Update Date: Aug 19, 2016 01:33 PM EDT
Treatment For Attention Deficit/Hyperactivity Disorder, ADHD In Children Is Therapy For Parents
Young four and five-year-old children play a friendly game of soccer underneath colorful hanging paper lanterns at the Chogye Temple on May 15, 2010 in Seoul, South Korea. The game is known as the Little Monk Soccer Match and is part of the celebration surrounding '21 Days of Little Monk' which honors Buddha's birthday as well as the upcoming FIFA 2010 World Cup. (Photo : Chung Sung-Jun/Getty Images)

An unhealthy diet during pregnancy could lead to the child's risk of Attention-deficit/Hyperactivity Disorder (ADHD), according to a new study.

Researchers have found that a high - sugar and high - fat diet can affect the gene named IGF2, which helps in the fetal development of brains regions linked to ADHD, reported Web MD.

"These results suggest that promoting a healthy prenatal diet may ultimately lower ADHD symptoms and conduct problems in children," said senior researcher Edward Barker, director of the developmental psychopathology lab at King's College London.

However, Barker mentioned that the study shows only an association, not a direct cause and effect. Barker also went on to say that the study does not suggest that a mother's diet will cause ADHD, but it can be one of the causes associated with it.

Previously, animal research has shown that a mother's diet during pregnancy can change the actions of genes important for neural development. However, very little is known about the influence of diet on the human brain.

To investigate the influence, Barker and his colleagues compare 83 British children aged 7 to 13 with behavioral problems against 81 well - behaved children. According to the team, conduct problems went hand to hand with ADHD problem.

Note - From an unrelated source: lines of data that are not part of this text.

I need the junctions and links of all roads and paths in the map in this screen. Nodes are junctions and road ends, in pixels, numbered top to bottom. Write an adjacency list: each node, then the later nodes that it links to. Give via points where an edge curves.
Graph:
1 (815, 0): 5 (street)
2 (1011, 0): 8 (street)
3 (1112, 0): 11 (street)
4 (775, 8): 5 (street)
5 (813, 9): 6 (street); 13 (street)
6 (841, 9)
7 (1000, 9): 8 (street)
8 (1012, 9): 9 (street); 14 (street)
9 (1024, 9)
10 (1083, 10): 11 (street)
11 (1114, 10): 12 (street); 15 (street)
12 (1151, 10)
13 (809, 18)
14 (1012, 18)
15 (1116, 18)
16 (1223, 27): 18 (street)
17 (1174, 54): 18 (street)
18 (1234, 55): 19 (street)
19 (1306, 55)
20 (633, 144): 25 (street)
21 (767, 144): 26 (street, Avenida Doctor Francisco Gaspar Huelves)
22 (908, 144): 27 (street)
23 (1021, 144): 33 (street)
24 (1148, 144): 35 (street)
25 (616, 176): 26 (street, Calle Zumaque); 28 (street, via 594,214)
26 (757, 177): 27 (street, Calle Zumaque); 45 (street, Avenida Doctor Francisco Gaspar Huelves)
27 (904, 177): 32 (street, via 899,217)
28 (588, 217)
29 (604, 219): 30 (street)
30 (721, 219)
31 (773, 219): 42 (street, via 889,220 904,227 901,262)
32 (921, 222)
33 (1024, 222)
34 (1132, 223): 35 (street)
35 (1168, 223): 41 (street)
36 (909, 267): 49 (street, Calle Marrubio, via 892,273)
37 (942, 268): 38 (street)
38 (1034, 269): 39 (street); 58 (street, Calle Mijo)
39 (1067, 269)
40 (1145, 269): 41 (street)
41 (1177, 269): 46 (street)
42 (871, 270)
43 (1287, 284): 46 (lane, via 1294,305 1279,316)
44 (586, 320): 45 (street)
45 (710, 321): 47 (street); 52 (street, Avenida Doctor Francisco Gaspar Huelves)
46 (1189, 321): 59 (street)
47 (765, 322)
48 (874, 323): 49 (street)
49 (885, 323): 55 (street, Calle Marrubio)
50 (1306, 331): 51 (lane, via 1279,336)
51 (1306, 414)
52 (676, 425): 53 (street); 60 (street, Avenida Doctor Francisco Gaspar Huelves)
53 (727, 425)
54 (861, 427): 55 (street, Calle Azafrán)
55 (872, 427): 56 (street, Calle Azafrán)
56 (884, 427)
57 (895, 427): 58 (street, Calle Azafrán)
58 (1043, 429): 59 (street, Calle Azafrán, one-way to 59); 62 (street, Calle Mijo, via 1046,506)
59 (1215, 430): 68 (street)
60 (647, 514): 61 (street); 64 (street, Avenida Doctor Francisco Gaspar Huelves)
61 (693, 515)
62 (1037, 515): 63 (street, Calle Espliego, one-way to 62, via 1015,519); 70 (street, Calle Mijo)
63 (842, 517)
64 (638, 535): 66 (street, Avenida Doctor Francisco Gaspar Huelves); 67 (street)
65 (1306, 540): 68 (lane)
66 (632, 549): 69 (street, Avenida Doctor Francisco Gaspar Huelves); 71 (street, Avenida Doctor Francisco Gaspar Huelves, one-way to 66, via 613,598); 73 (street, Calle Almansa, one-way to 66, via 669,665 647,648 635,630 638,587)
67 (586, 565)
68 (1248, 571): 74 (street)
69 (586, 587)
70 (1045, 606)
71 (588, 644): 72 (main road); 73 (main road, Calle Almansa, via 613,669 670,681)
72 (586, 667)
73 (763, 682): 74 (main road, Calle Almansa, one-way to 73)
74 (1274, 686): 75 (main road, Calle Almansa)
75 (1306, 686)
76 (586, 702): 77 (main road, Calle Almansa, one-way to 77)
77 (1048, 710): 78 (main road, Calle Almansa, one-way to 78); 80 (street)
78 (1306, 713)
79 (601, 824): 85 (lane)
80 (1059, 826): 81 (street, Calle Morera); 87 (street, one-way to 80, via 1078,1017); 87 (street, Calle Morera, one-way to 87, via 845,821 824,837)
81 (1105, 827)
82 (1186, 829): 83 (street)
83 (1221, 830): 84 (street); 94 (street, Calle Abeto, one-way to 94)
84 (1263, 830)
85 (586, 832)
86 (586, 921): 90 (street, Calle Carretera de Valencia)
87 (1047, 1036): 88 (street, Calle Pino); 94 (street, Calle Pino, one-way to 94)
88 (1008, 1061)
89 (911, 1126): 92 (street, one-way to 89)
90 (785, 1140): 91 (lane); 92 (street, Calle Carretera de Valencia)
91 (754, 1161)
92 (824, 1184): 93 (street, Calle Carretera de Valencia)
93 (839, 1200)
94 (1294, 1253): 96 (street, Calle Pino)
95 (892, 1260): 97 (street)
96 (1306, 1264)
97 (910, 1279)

Additionally, pregnant mothers were also filled out a questionnaire regarding their diets. Researchers then assessed whether the IGF2 gene in their children had experienced DNA methylation, using blood samples from the umbilical cord or from the child at birth.

The researchers found that poor prenatal nutrition was associated with higher IGF2 methylation in children with conduct problems.

However, according to Dr. Ruth Milanaik, director of the neonatal neurodevelopmental follow-up program at Cohen Children's Medical Center, New Hyde Park, N.Y, there's more than one way to interpret the findings, and the food is not to be blamed for that.

Smoking, drugs or alcohol intake by the mother might also cause ADHD in children. However, both Barker and Milaniak agreed that a healthy diet during pregnancy is important for proper fetal development.